Intuit is having a deal on "QuickBooks Self-Employed" which includes "TurboTax Self-Employed", one filing of Federal/State taxes per year and includes filing/paying estimated taxes if need be.

There's a digital rebate website called ebates.com offering a cashback deal of $37.50 to sign up for QuickBooks through them. QuickBooks self-employed is technically a subscription service, but this covers 3 months at the discount rate and there's no obligation to continue the subscription for any length of time. The first 30 days is free. So you can file your taxes and pocket the difference or continue on if you like it.

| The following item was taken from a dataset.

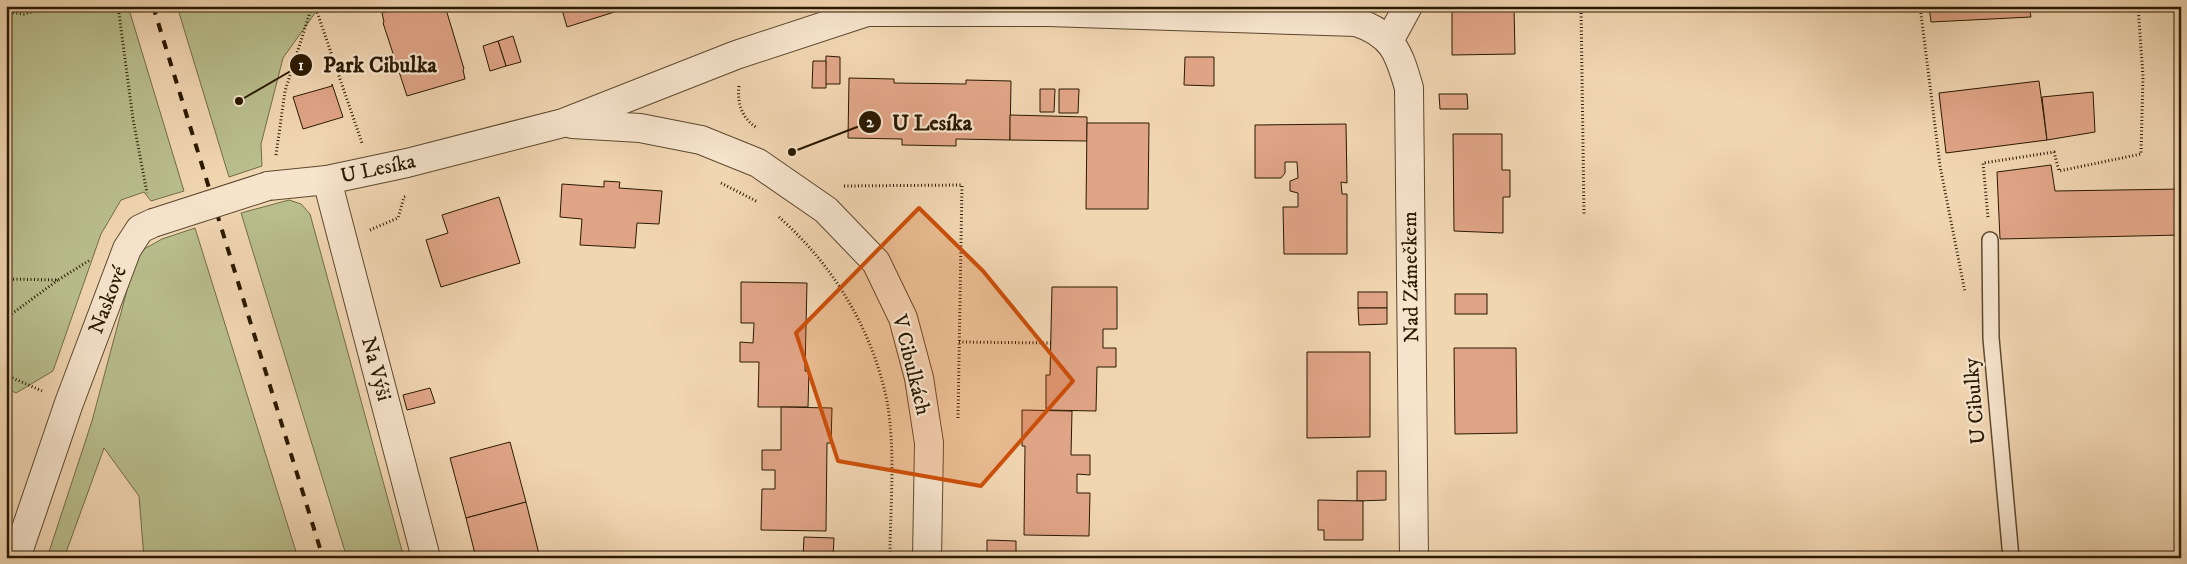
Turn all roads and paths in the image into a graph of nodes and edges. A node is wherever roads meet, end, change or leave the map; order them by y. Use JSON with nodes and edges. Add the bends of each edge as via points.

To sweeten the deal, if someone refers you to ebates, you get $10 after you've completed your first transaction. The referring person gets $25. Unfortunately the QB subscription doesn't meet the threshold so it wont trigger this by itself. I can't post the referral code due to forum rules. I signed up for this myself when the CashBack rate was higher, but I guess that was a 2 day thing.

(Not a referral link!) https://www.ebates.com/coupons/intuit-quickbooks-self-employed/index.htm

(Yeap, I got $75 cash back right away on a $5 charge to start the subscription - this was a Thanksgiving/Black Friday promotion rate on the Intuit side and the ebates side).


----------



## RightTurnClyde (Dec 9, 2015)

Wow, thx for sharing...


----------



## Null (Oct 6, 2015)

RightTurnClyde said:


> Wow, thx for sharing...


NP, I think I paid $80 to file through TT alone last year for fed and state with the Schedule C.

Can't beat free (or heavily discounted).


----------